Posts filed under “Wages & Income”

American Pastime: OverPaying CEOs

There is a longish Sunday NYT article on CEO pay that I plan on reading. But before I get to it, I wanted to share some longstanding thoughts of my own on exec compensation.

While there was a temporary drop in exec comp caused by the market crash, we still have structural compensation issues that need to be addressed. For too long, we have been vastly overpaying CEOs of public firms for mediocre performance . Even worse, we have institutionalized this trend in recent decades. The result has been a massive transfer of wealth from shareholders to corporate execs.

In Europe, pay scales have been increasing modestly — but nowhere near the level of shameless theft here in the States.

Some 50 years ago, the highest paid executive (usually the CEO) made 30 times what the firm’s lowest paid employee did. This has changed over time, shifting upward in the 1980s. It has radically shifted the hi/lo pay ratio at American companies. Since 1999, as the average US paycheck has remained flat, C-level execs compensation has exploded. Just before the credit crisis crushed stock prices, the highest to lowest ratio was near 400 to 1.

Executives of public companies  have been making a killing. Even worse, its for mediocre performance.

Roger Lowenstein details a rogues gallery of over paid execs in 2004′s Origins of the Crash. Back in 1991, Tony O’Reilly, CEO of Heinz, got a package worth the then astounding sum of $71 million dollars. Ed Nardelli of Home Depot grabbed a $210 million severance package for essentially losing market share to Lowes. More recently, others — especially in the financial sector — got paid $100s of millions of dollars for essentially destroying their own firms.

Huge stock option grants create perverse incentives. GE’s Jack Welch pocketed over $400 million dollars in salary, bonuses, and options. Lowenstein argued in his book that Welch essentially managed the earnings with very creative accounting and the help of GE Capital’s impenetrable financial black box. The credit crisis caused the collapse of GE’s earnings management, confirming Lowenstein’s thesis of earnings management. Its hard to avoid his conclusion that the greatest industrial CEO in recent American history was little more than a clever accounting cheat.

How does this happen? How are shareholders hoodwinked so thoroughly? I can describe the legal corporate theft by insiders in 5 simple steps. The scam goes something like this:

Five Steps to Shareholder Wealth Transfer

1. The Board of Directors, usually cronies of the CEO (often hand picked by him) forms a compensation committee. To appear “objective,” the committee hires an outside compensation consultant.

2. The compensation consultants are themselves well paid whores, who rather than turning tricks outside the Holland tunnel, offer up absurdly generous comp package. They deliver what they are paid to: They provide cover for the boards to make an otherwise indefensible giveaway of shareholder monies in the form of cash and stock options.

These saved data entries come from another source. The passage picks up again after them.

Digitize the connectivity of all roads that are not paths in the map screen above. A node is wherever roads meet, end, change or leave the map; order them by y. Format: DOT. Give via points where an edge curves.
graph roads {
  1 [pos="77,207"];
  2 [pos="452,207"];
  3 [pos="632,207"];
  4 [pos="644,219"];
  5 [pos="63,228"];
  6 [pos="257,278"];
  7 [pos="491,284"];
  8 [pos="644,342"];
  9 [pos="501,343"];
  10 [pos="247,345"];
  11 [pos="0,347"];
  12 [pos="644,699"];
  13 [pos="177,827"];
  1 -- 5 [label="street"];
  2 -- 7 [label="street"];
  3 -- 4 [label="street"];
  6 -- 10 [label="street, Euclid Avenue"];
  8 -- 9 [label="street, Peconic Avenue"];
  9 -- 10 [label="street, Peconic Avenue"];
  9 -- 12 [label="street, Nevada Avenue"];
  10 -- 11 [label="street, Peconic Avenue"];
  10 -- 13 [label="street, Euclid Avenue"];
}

It is typically called “Pay for Performance,” but that is a horrific misnomer, as we see in step #3.  The comp committee approves the consultants’ nonsense, forwards it to the Board, who rubber stamps it.

3. Here’s where things get interesting: If the stock price rallies, the exec can exercise and cash out, risk free. If the stock price falls, the exec requests a new round of options — or even easier, asks for a repricing of the old ones.

4. After the options are repriced, the exec simply waits. Whether the market rallies or falls . . . you simply go back to step three. Repeat until stock options are in the money. There is no risk or outlay of cash on the part of execs.

5. True “performance” is not a factor. Stock prices can rally for a vast range of reasons having nothing whatsoever to do with management or CEO performance. The market can rally, a sector can come into favor, or even when the Fed can cut rates.

This is not pay for performance, it is pay for stock price volatility.

Actual performance would look at factors such as peer profitability, sector performance, SPX index gains. Bonus payments and stock option exercise should be for gains OVER AND ABOVE these factors — but sadly, rarely if ever are.

There are numerous enablers of this terrible comp system: Crony boards rubber stamp what turns out to be outsized — and oft guaranteed — pay packages for under-performance. An entire class of consultants somehow blesses these absurdities, giving the boards cover for their theft of shareholders. Third, large mutual funds remain mute, failing to fulfill their obligations as stewards of their investors’ stock shares. Instead, their silence is bought with 401k business and syndicate shares (IPOs, secondaries).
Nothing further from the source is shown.